- Assigned task -
The data must be copied over exactly and in full.
Material for the task START
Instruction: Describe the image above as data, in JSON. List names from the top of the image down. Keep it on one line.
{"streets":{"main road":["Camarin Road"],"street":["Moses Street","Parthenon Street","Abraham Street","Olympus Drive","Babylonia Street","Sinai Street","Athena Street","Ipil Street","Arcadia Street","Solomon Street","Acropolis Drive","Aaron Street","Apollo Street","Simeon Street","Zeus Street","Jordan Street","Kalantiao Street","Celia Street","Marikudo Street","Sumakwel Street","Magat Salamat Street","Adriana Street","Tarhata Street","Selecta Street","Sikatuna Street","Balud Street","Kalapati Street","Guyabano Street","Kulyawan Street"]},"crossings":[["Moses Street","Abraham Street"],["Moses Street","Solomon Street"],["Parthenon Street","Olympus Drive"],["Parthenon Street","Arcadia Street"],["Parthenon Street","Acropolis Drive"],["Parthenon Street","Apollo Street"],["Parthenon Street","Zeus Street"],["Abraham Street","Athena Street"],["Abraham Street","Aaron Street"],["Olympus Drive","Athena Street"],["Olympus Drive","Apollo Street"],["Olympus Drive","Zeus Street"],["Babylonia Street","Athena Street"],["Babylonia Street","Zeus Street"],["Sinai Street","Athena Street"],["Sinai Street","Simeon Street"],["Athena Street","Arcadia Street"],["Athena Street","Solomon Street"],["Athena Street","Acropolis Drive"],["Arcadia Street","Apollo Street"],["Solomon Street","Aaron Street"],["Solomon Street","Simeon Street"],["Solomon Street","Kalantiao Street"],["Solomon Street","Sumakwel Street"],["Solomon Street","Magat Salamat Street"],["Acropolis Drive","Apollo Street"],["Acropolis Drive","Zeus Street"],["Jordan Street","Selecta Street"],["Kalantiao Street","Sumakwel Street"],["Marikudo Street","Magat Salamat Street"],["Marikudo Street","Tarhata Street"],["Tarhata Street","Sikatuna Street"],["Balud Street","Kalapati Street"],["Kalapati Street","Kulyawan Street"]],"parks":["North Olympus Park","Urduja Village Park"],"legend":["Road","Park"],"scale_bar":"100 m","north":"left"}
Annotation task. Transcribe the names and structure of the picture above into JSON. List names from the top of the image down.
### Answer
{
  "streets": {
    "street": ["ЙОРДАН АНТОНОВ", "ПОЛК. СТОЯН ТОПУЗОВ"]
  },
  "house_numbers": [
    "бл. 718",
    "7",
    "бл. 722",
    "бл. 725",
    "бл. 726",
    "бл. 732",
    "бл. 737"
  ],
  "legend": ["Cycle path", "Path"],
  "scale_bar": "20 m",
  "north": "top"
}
Material for the task END
- Task result -
Instruction: Describe the image above as data, in JSON. List names from the top of the image down. Keep it on one line.
{"streets":{"main road":["Camarin Road"],"street":["Moses Street","Parthenon Street","Abraham Street","Olympus Drive","Babylonia Street","Sinai Street","Athena Street","Ipil Street","Arcadia Street","Solomon Street","Acropolis Drive","Aaron Street","Apollo Street","Simeon Street","Zeus Street","Jordan Street","Kalantiao Street","Celia Street","Marikudo Street","Sumakwel Street","Magat Salamat Street","Adriana Street","Tarhata Street","Selecta Street","Sikatuna Street","Balud Street","Kalapati Street","Guyabano Street","Kulyawan Street"]},"crossings":[["Moses Street","Abraham Street"],["Moses Street","Solomon Street"],["Parthenon Street","Olympus Drive"],["Parthenon Street","Arcadia Street"],["Parthenon Street","Acropolis Drive"],["Parthenon Street","Apollo Street"],["Parthenon Street","Zeus Street"],["Abraham Street","Athena Street"],["Abraham Street","Aaron Street"],["Olympus Drive","Athena Street"],["Olympus Drive","Apollo Street"],["Olympus Drive","Zeus Street"],["Babylonia Street","Athena Street"],["Babylonia Street","Zeus Street"],["Sinai Street","Athena Street"],["Sinai Street","Simeon Street"],["Athena Street","Arcadia Street"],["Athena Street","Solomon Street"],["Athena Street","Acropolis Drive"],["Arcadia Street","Apollo Street"],["Solomon Street","Aaron Street"],["Solomon Street","Simeon Street"],["Solomon Street","Kalantiao Street"],["Solomon Street","Sumakwel Street"],["Solomon Street","Magat Salamat Street"],["Acropolis Drive","Apollo Street"],["Acropolis Drive","Zeus Street"],["Jordan Street","Selecta Street"],["Kalantiao Street","Sumakwel Street"],["Marikudo Street","Magat Salamat Street"],["Marikudo Street","Tarhata Street"],["Tarhata Street","Sikatuna Street"],["Balud Street","Kalapati Street"],["Kalapati Street","Kulyawan Street"]],"parks":["North Olympus Park","Urduja Village Park"],"legend":["Road","Park"],"scale_bar":"100 m","north":"left"}
Annotation task. Transcribe the names and structure of the picture above into JSON. List names from the top of the image down.
### Answer
{
  "streets": {
    "street": ["ЙОРДАН АНТОНОВ", "ПОЛК. СТОЯН ТОПУЗОВ"]
  },
  "house_numbers": [
    "бл. 718",
    "7",
    "бл. 722",
    "бл. 725",
    "бл. 726",
    "бл. 732",
    "бл. 737"
  ],
  "legend": ["Cycle path", "Path"],
  "scale_bar": "20 m",
  "north": "top"
}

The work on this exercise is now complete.